Er erklärte, eine wunderschöne junge Frau mit aufwendig frisiertem Haar und rot geschminkten Lippen, so strahlend wie der aufgehende Mond und duftend wie Frühlingsblumen, „muss die größte Schönheit der Welt sein und sollte daher von allen geliebt werden. Doch warum fliegen die Vögel beim Anblick von ihr in die Wolken, warum tauchen die Fische beim Anblick von ihr in die tiefen Quellen und kommen nicht wieder ans Licht? Schönheit und Hässlichkeit bestimme nicht ich, wie kann ich also wissen, wo der Irrtum liegt?“ (Ebd.)


Am Beispiel der Musikbegeisterung verdeutlichte er, dass es keine objektiven Maßstäbe für das Verständnis von Dingen geben kann: „Ach, wenn es um Liebe und Hass gegenüber Dingen geht, wie kann ich wissen, wer im Recht ist?“ (Ebenda).

Er leugnete den grundlegenden Unterschied zwischen Leben und Tod und glaubte, dass das Leben zwar zweifellos Bewunderung verdiene, der Tod aber auch Zufriedenheit bringen könne, die sogar mit der höchsten Würde der Kaiser vergleichbar sei („nicht anders als die höchste Ehre, als Herrscher nach Süden gewandt zu sitzen“). Er sagte: „Zu behaupten, der Tod sei richtig und das Leben falsch – warum stehen Existenz und Vernichtung im Widerspruch zueinander, und warum widersprechen sich Selbst und Andere?“ (Ebd.)


Sein Festhalten am Relativismus zielte darauf ab, das reale Leben zu negieren und eine theoretische Grundlage für die Fantasie der Weltverleugnung zu schaffen. Er betrachtete das reale Leben selbst als Leiden und glaubte, dass menschliche Körper und Emotionen sowohl illusionär als auch unwirklich seien. Er sagte: „Vom Augenblick an, als ich einen Körper hatte, wurden mir Sorgen mit ihm geboren. Der Körper ist ein illusionäres Gefäß, und Sorgen sind trügerische Emotionen. Karmische Bindungen bilden sich heimlich, und gierige Begierden wachsen Tag für Tag, wie ein tollwütiger Hund, der einem Erdklumpen hinterherjagt, oder eine Motte, die dem Licht entgegenfliegt“ (ebd.).

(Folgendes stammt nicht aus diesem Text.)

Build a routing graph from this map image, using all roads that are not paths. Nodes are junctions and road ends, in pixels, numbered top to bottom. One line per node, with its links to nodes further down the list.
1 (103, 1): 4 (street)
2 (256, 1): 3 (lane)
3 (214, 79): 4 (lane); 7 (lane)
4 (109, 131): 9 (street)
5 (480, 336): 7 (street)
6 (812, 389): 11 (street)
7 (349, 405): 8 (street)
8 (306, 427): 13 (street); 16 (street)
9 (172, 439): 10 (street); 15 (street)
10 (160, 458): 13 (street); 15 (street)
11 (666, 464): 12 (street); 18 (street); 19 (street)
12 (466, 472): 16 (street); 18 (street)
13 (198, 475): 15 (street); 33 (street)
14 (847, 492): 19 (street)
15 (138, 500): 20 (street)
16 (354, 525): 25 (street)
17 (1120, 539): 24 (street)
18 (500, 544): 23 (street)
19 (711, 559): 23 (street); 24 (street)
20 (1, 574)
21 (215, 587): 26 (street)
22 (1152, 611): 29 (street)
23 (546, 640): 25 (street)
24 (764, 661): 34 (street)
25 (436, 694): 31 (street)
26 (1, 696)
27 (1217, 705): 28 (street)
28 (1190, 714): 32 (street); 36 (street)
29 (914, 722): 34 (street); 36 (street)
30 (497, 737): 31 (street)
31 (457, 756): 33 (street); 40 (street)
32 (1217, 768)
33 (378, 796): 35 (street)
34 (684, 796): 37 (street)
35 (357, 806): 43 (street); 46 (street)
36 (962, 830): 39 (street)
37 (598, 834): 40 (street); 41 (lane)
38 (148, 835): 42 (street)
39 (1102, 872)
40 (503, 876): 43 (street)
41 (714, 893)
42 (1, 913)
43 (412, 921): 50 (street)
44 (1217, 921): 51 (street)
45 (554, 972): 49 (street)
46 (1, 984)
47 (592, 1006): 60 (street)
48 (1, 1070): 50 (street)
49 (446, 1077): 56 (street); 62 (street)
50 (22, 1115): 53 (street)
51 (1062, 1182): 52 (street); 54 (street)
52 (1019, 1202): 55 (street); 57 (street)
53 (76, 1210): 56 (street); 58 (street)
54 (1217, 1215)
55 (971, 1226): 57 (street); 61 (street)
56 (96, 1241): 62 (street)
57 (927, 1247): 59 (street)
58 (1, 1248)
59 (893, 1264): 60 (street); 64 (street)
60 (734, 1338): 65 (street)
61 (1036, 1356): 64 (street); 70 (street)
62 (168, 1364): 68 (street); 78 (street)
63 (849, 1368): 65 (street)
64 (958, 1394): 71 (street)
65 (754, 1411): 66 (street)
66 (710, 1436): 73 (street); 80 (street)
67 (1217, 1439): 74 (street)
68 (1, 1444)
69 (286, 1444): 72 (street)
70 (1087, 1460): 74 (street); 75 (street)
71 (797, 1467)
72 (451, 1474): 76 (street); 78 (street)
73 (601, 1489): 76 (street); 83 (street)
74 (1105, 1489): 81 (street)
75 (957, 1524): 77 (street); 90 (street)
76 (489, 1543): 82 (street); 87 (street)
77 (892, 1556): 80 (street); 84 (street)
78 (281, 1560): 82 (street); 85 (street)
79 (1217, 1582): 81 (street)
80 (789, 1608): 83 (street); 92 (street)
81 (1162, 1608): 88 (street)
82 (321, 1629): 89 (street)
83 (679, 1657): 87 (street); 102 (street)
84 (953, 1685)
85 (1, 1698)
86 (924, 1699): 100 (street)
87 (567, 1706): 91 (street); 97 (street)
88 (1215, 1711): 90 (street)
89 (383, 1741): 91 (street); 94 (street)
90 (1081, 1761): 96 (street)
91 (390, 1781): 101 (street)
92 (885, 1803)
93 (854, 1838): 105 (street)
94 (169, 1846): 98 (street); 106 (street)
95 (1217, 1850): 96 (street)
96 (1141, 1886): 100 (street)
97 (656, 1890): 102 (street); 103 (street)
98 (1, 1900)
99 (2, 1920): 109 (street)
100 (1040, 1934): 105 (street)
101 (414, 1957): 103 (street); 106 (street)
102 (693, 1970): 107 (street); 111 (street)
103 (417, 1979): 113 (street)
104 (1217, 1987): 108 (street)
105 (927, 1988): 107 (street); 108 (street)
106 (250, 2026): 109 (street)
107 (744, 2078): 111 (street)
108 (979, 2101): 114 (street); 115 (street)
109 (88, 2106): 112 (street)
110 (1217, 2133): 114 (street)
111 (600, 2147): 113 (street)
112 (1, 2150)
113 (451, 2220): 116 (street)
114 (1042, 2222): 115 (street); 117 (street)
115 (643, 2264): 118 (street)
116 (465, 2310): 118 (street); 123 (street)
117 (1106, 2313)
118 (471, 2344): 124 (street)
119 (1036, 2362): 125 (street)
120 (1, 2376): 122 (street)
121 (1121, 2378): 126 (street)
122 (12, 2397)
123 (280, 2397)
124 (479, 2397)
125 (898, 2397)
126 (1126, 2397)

Er hielt alle Aktivitäten, die auf eine Veränderung der realen Welt abzielten, für sinnlos und fruchtlos. Er vertrat zudem die Ansicht, dass „Stille die Bewegung kontrolliert“ (ebd.) und betrachtete Stille als das Fundamentalste überhaupt. Einige seiner Werke sind in Band 450 zusammengefasst. Die gesammelten Prosatexte der Tang-Dynastie .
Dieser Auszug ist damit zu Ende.